## Given records
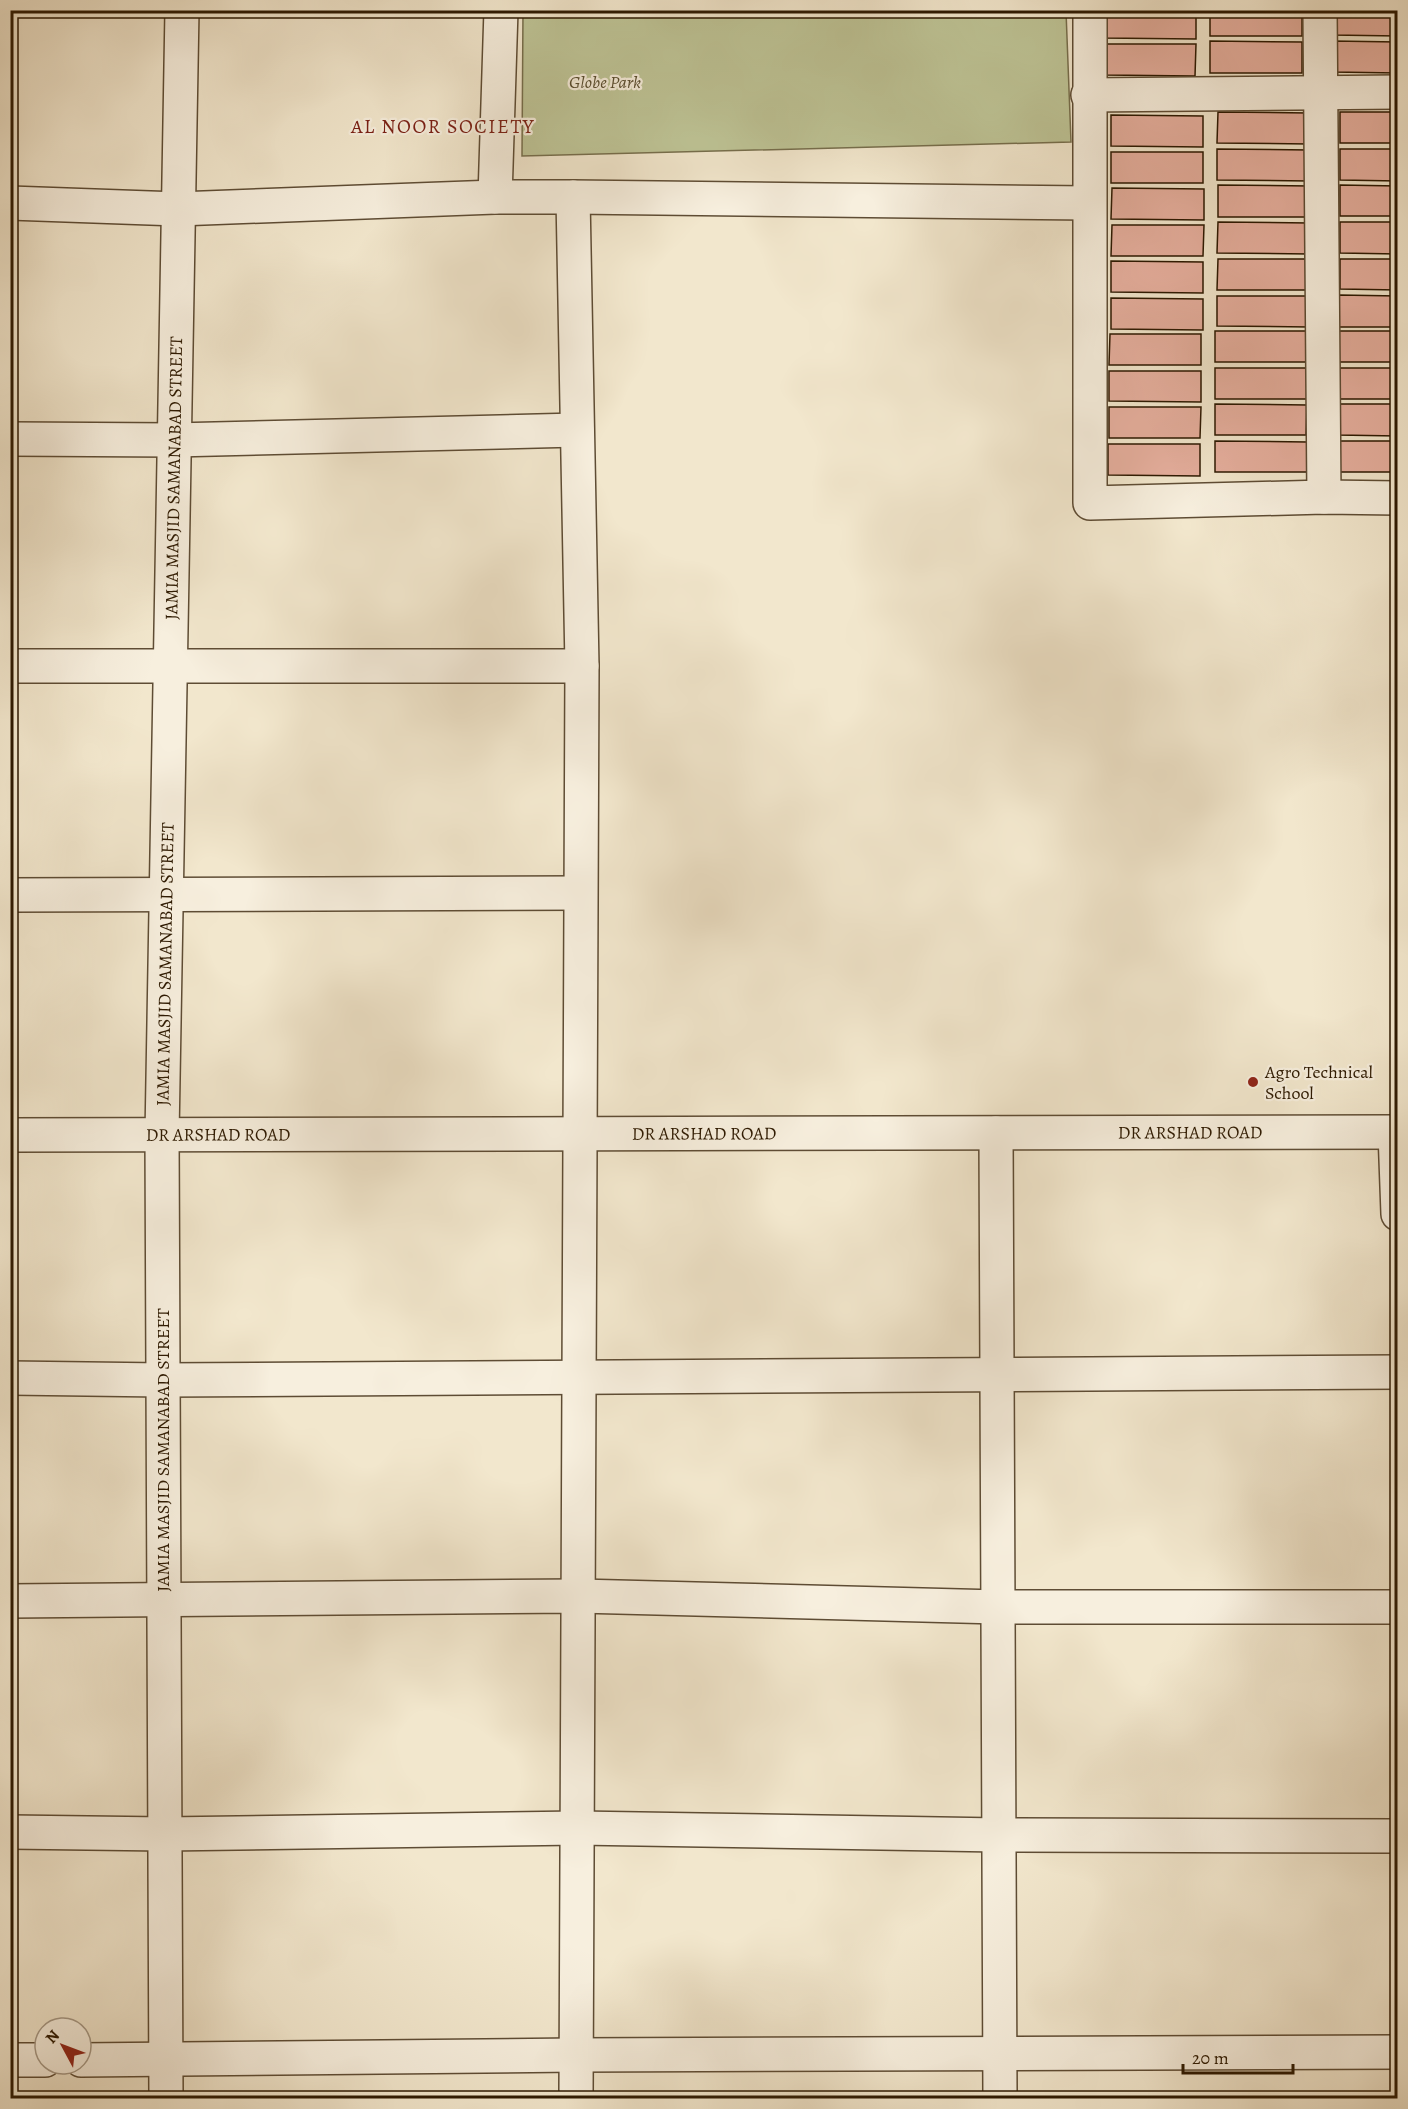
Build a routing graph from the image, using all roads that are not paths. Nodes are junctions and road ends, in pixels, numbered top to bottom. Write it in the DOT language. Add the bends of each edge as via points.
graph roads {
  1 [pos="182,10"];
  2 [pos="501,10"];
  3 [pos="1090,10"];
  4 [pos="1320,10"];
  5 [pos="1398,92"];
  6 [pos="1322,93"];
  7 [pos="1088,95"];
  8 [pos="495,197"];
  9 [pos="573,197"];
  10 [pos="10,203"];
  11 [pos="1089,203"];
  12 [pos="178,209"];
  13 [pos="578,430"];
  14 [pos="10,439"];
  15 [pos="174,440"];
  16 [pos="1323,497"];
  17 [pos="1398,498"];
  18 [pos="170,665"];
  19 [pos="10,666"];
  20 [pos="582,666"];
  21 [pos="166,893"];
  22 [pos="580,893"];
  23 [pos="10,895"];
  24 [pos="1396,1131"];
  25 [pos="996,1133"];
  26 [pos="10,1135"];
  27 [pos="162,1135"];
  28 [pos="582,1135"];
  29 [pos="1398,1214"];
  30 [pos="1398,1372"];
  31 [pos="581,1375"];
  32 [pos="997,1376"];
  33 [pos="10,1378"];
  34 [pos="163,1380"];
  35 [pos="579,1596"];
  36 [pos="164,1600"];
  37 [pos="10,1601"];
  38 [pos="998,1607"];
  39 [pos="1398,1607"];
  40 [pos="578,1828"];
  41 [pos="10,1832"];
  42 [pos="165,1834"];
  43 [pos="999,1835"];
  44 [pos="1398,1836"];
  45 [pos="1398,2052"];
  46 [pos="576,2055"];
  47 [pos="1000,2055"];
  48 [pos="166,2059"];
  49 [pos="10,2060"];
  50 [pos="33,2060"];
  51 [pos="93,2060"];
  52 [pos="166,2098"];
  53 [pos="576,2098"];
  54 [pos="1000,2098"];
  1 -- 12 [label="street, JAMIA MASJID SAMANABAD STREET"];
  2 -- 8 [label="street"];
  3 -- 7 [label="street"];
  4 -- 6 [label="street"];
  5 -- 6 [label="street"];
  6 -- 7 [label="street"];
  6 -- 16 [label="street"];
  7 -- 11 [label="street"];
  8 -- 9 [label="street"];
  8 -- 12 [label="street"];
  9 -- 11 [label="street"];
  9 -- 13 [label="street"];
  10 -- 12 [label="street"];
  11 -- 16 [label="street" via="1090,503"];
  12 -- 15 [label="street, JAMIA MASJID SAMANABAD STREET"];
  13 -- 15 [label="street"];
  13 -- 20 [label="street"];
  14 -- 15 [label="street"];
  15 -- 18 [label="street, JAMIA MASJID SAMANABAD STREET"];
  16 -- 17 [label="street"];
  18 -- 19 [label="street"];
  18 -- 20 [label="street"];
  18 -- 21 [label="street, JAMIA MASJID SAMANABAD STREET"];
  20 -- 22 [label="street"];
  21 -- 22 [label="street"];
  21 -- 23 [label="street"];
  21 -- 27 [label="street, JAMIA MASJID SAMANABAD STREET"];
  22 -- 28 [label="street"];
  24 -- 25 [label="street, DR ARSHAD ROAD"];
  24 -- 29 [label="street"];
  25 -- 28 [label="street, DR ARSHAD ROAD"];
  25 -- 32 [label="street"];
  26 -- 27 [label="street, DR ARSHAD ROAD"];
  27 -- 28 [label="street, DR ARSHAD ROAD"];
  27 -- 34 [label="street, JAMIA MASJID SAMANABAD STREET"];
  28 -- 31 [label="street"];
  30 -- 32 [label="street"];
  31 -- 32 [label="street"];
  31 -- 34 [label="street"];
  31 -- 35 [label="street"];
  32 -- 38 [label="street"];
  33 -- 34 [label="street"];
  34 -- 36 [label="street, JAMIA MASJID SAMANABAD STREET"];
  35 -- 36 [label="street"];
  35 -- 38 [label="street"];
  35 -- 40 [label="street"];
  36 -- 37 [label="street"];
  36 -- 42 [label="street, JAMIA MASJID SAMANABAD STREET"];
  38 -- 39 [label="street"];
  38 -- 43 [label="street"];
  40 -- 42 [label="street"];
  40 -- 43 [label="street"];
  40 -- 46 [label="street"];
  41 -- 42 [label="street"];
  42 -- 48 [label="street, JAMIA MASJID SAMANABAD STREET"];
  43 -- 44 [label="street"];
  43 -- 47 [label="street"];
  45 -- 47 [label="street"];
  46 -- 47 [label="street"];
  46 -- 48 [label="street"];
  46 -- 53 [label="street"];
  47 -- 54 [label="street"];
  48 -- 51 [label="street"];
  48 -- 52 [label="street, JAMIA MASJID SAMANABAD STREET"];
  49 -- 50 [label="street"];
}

## Task to complete
Filter the records above, keeping each line that contains the word "JAMIA".

## Solution
  1 -- 12 [label="street, JAMIA MASJID SAMANABAD STREET"];
  12 -- 15 [label="street, JAMIA MASJID SAMANABAD STREET"];
  15 -- 18 [label="street, JAMIA MASJID SAMANABAD STREET"];
  18 -- 21 [label="street, JAMIA MASJID SAMANABAD STREET"];
  21 -- 27 [label="street, JAMIA MASJID SAMANABAD STREET"];
  27 -- 34 [label="street, JAMIA MASJID SAMANABAD STREET"];
  34 -- 36 [label="street, JAMIA MASJID SAMANABAD STREET"];
  36 -- 42 [label="street, JAMIA MASJID SAMANABAD STREET"];
  42 -- 48 [label="street, JAMIA MASJID SAMANABAD STREET"];
  48 -- 52 [label="street, JAMIA MASJID SAMANABAD STREET"];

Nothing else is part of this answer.